THE DATA section start
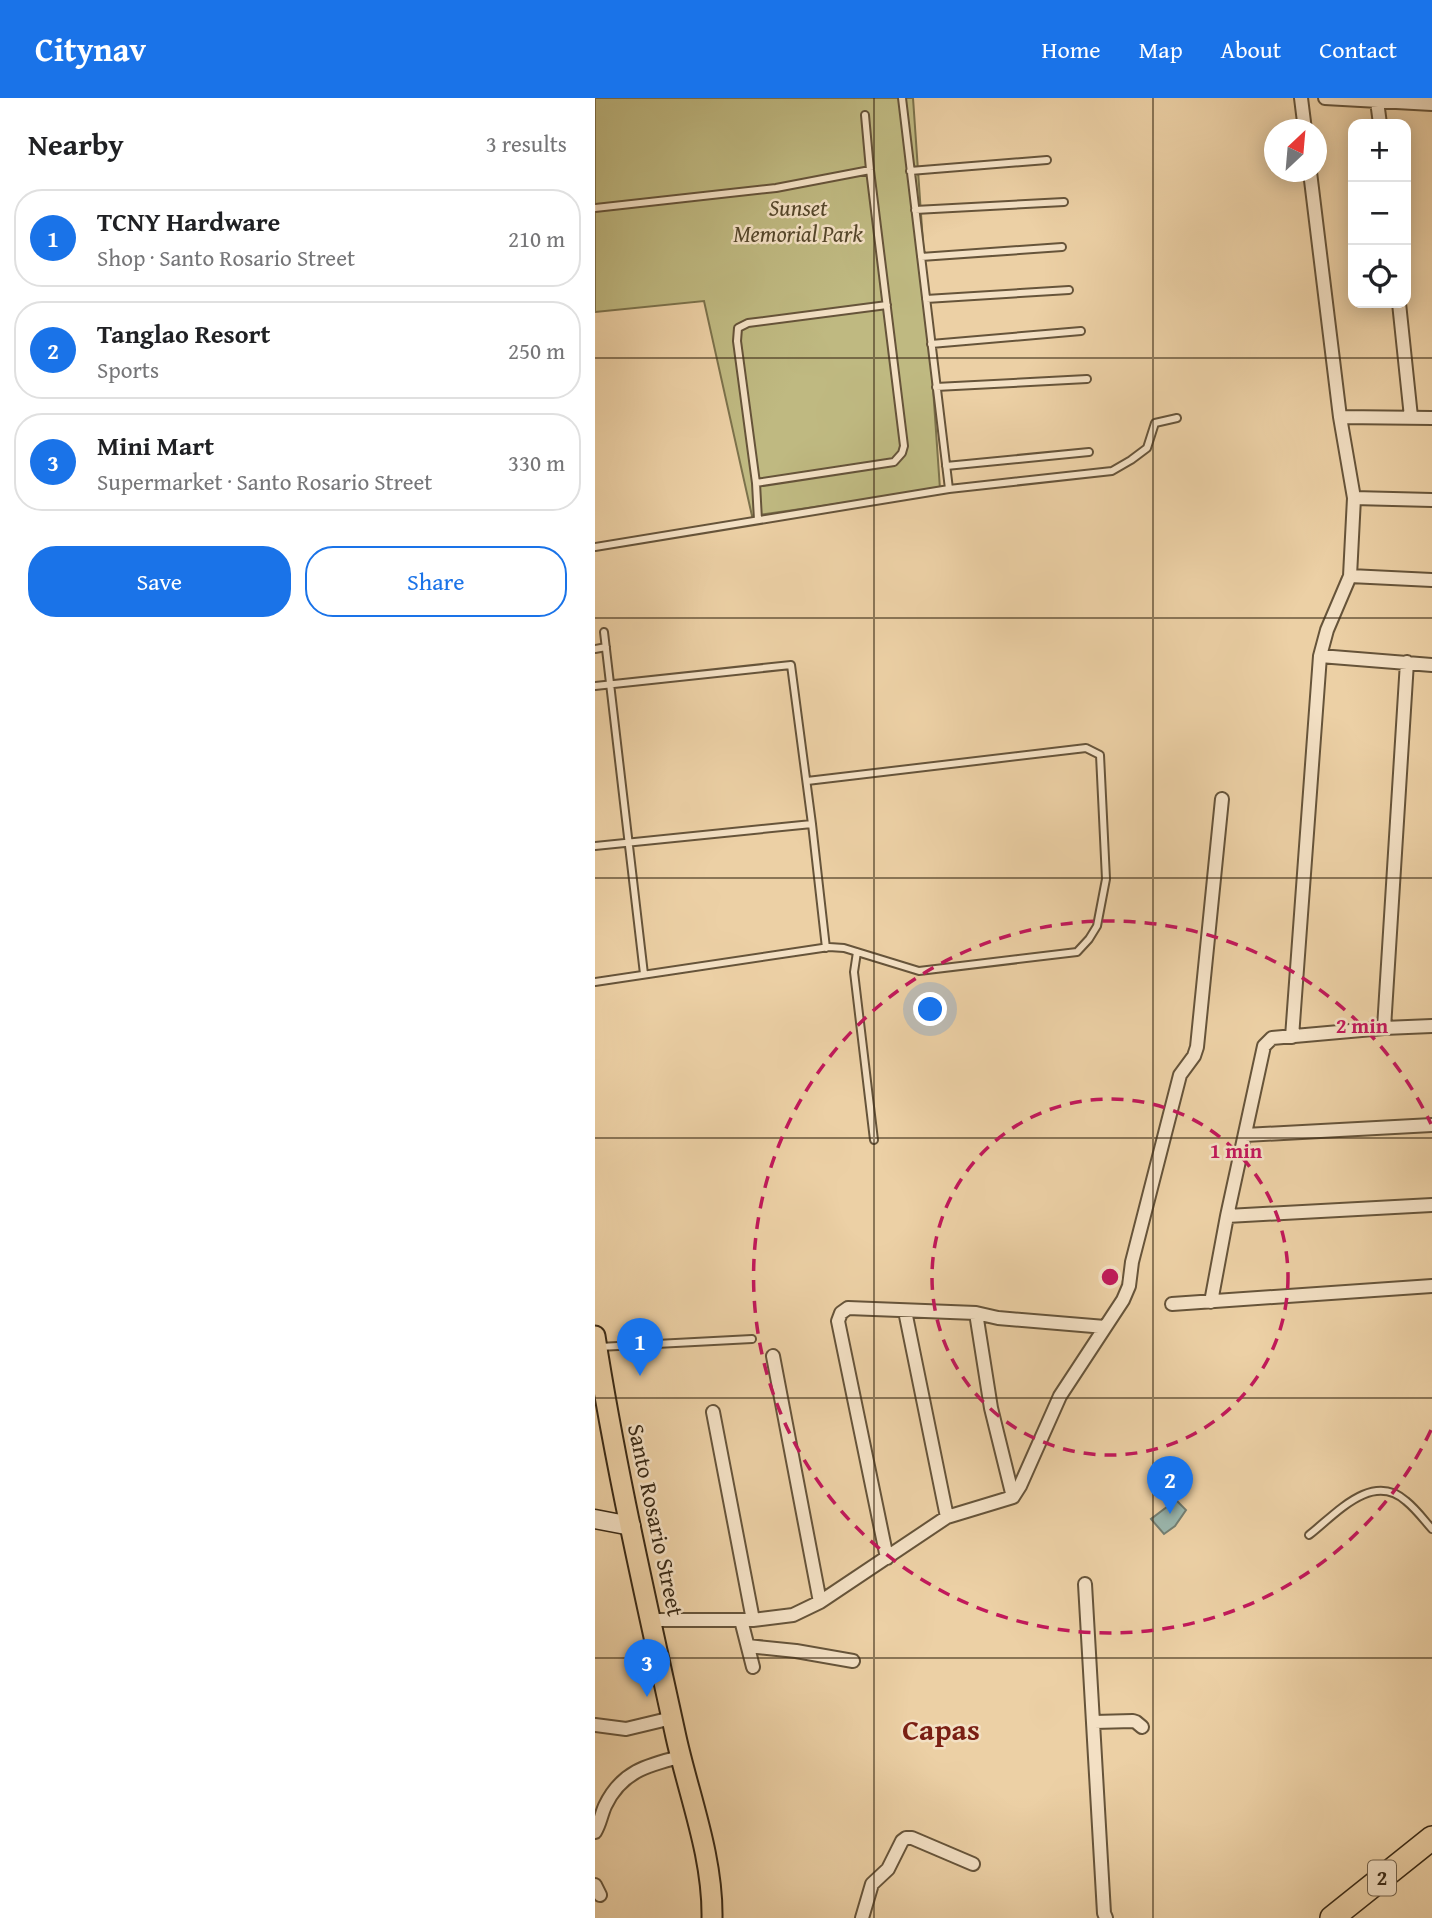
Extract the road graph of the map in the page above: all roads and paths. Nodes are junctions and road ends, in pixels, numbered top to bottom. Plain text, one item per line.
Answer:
1 (902, 98) edge
2 (1301, 98) edge
3 (1325, 98) edge
4 (1377, 101) junction
5 (1432, 104) edge
6 (865, 115) dead end
7 (1304, 119) edge
8 (1379, 119) edge
9 (1047, 160) dead end
10 (870, 170) junction
11 (910, 171) junction
12 (1311, 182) edge
13 (1064, 202) dead end
14 (595, 208) edge
15 (915, 210) junction
16 (1062, 247) dead end
17 (921, 257) junction
18 (1069, 290) dead end
19 (926, 299) junction
20 (887, 305) junction
21 (1400, 308) edge
22 (1081, 331) dead end
23 (931, 344) junction
24 (1087, 379) dead end
25 (936, 387) junction
26 (1340, 417) junction
27 (1411, 417) junction
28 (1177, 418) dead end
29 (1432, 418) edge
30 (1089, 452) dead end
31 (946, 467) junction
32 (756, 483) junction
33 (949, 489) junction
34 (1355, 498) junction
35 (1432, 500) edge
36 (758, 520) junction
37 (595, 547) edge
38 (1350, 576) junction
39 (1432, 580) edge
40 (604, 632) dead end
41 (606, 647) junction
42 (595, 649) edge
43 (1320, 656) junction
44 (1407, 662) junction
45 (1432, 665) edge
46 (611, 685) junction
47 (595, 686) edge
48 (807, 781) junction
49 (1222, 799) dead end
50 (812, 824) junction
51 (629, 842) junction
52 (595, 846) edge
53 (826, 948) junction
54 (857, 953) junction
55 (644, 974) junction
56 (595, 982) edge
57 (1432, 1026) edge
58 (1384, 1028) junction
59 (1291, 1037) junction
60 (1432, 1125) edge
61 (1245, 1135) junction
62 (874, 1140) dead end
63 (1432, 1205) edge
64 (1227, 1216) junction
65 (1432, 1286) edge
66 (1212, 1301) junction
67 (1172, 1304) dead end
68 (905, 1311) junction
69 (975, 1313) junction
70 (1105, 1327) junction
71 (752, 1339) dead end
72 (596, 1342) edge
73 (773, 1356) dead end
74 (713, 1412) dead end
75 (1013, 1497) junction
76 (947, 1517) junction
77 (595, 1519) edge
78 (631, 1526) junction
79 (1432, 1529) edge
80 (1309, 1535) dead end
81 (887, 1558) junction
82 (1085, 1584) dead end
83 (820, 1602) junction
84 (651, 1620) junction
85 (747, 1620) junction
86 (748, 1646) junction
87 (853, 1661) dead end
88 (753, 1667) dead end
89 (672, 1718) junction
90 (1094, 1722) junction
91 (595, 1725) edge
92 (1142, 1727) dead end
93 (680, 1757) junction
94 (595, 1832) edge
95 (1432, 1838) edge
96 (973, 1864) dead end
97 (712, 1918) edge
98 (862, 1918) edge
99 (1106, 1918) edge
100 (1332, 1918) edge

1 - 11 lane
2 - 7 street
3 - 4 street
4 - 5 street
4 - 8 street
6 - 10 lane
9 - 11 lane
10 - 14 lane
10 - 20 lane
11 - 15 lane
12 - 26 street
13 - 15 lane
15 - 17 lane
16 - 17 lane
17 - 19 lane
18 - 19 lane
19 - 23 lane
20 - 32 lane
20 - 32 lane
21 - 27 street
22 - 23 lane
23 - 25 lane
24 - 25 lane
25 - 31 lane
26 - 27 street
26 - 34 street
27 - 29 street
28 - 33 lane
30 - 31 lane
31 - 33 lane
32 - 36 lane
33 - 36 lane
34 - 35 street
34 - 38 street
36 - 37 lane
38 - 39 street
38 - 43 street
40 - 41 lane
41 - 42 lane
41 - 46 lane
43 - 44 street
43 - 59 street
44 - 45 street
44 - 58 street
46 - 47 lane
46 - 48 lane
46 - 51 lane
48 - 50 lane
48 - 54 lane
49 - 70 street
50 - 51 lane
50 - 53 lane
51 - 52 lane
51 - 55 lane
53 - 54 lane
53 - 55 lane
54 - 62 lane
55 - 56 lane
57 - 58 street
58 - 59 street
59 - 61 street
60 - 61 street
61 - 64 street
63 - 64 street
64 - 66 street
65 - 66 street
66 - 67 street
68 - 69 street
68 - 76 street
68 - 81 street
69 - 70 street
69 - 75 street
70 - 75 street
71 - 72 lane
72 - 78 main road, Santo Rosario Street
73 - 83 street
74 - 85 street
75 - 76 street
76 - 81 street
77 - 78 street
78 - 84 main road, Santo Rosario Street
79 - 80 lane
81 - 83 street
82 - 90 street
83 - 85 street
84 - 85 street
84 - 89 main road, Santo Rosario Street
85 - 86 street
86 - 87 street
86 - 88 street
89 - 91 street
89 - 93 main road, Santo Rosario Street
90 - 92 street
90 - 99 street
93 - 94 street
93 - 97 main road, Santo Rosario Street
95 - 100 highway, 2
96 - 98 street

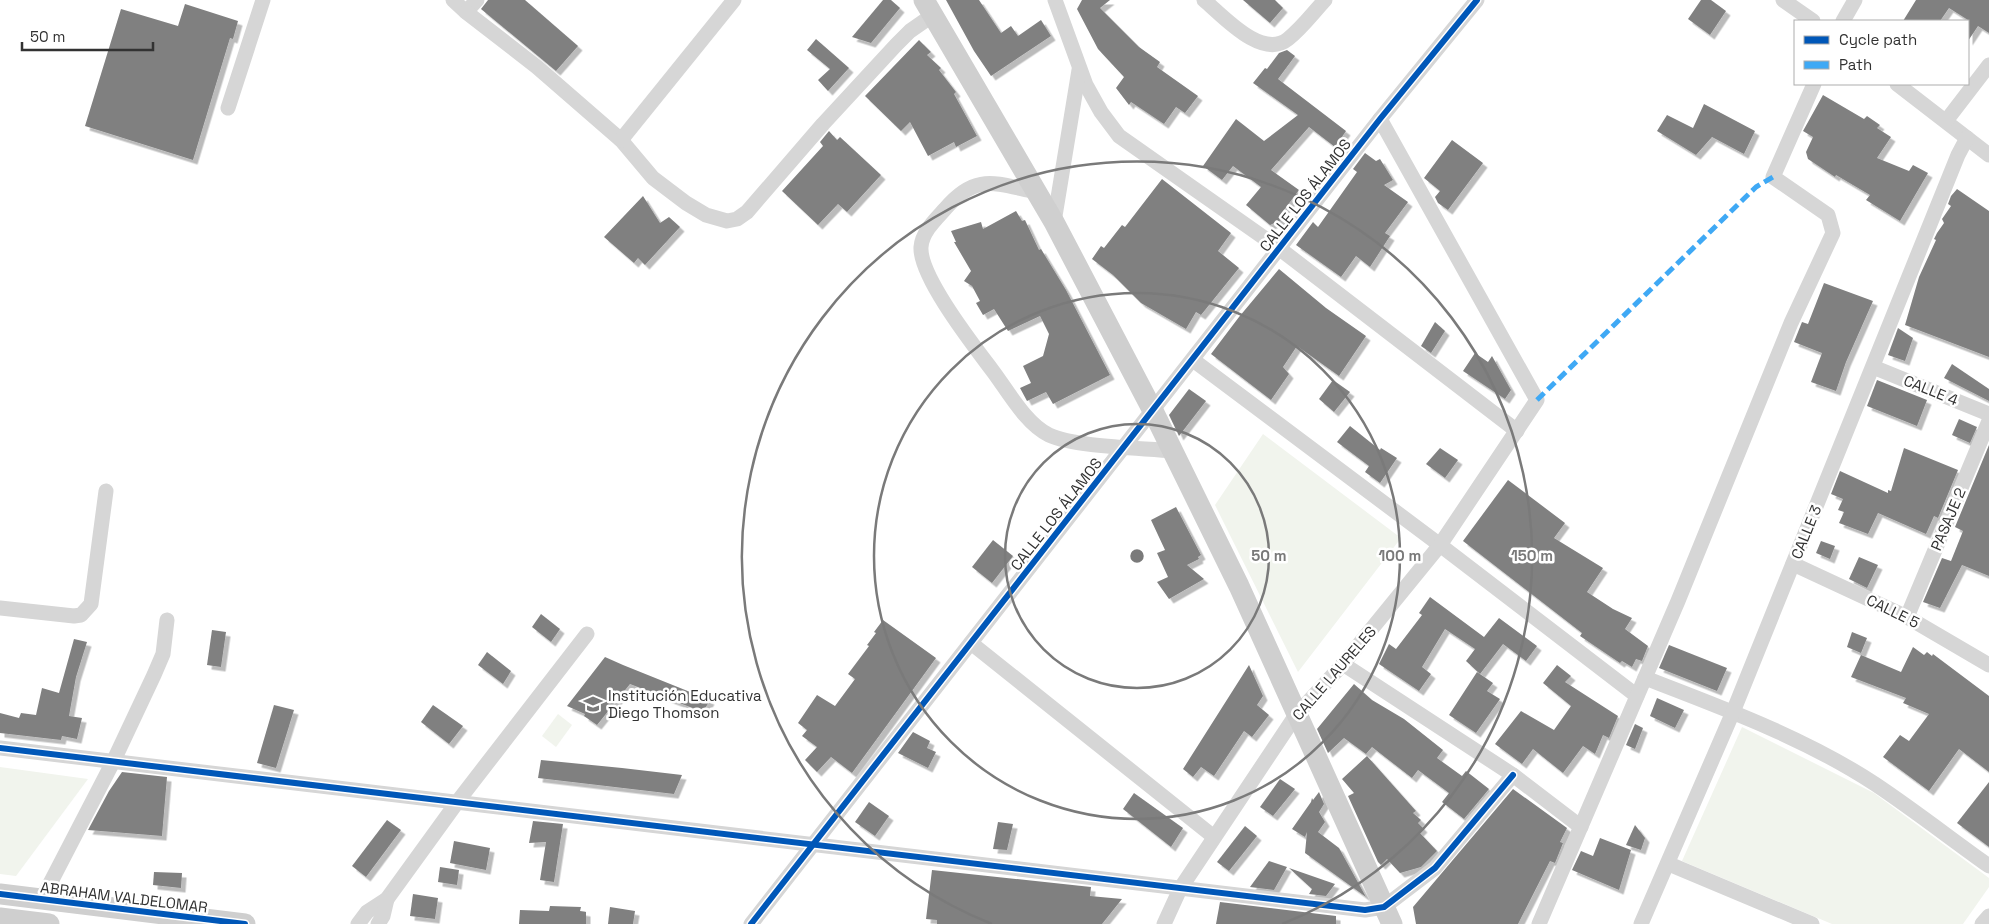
THE DATA section end
• **WHAT NEEDS TO BE DONE**
Scan the material above for the string "Rosario". Return each line where it occurs.

• **RESPONSE AREA**
72 - 78 main road, Santo Rosario Street
78 - 84 main road, Santo Rosario Street
84 - 89 main road, Santo Rosario Street
89 - 93 main road, Santo Rosario Street
93 - 97 main road, Santo Rosario Street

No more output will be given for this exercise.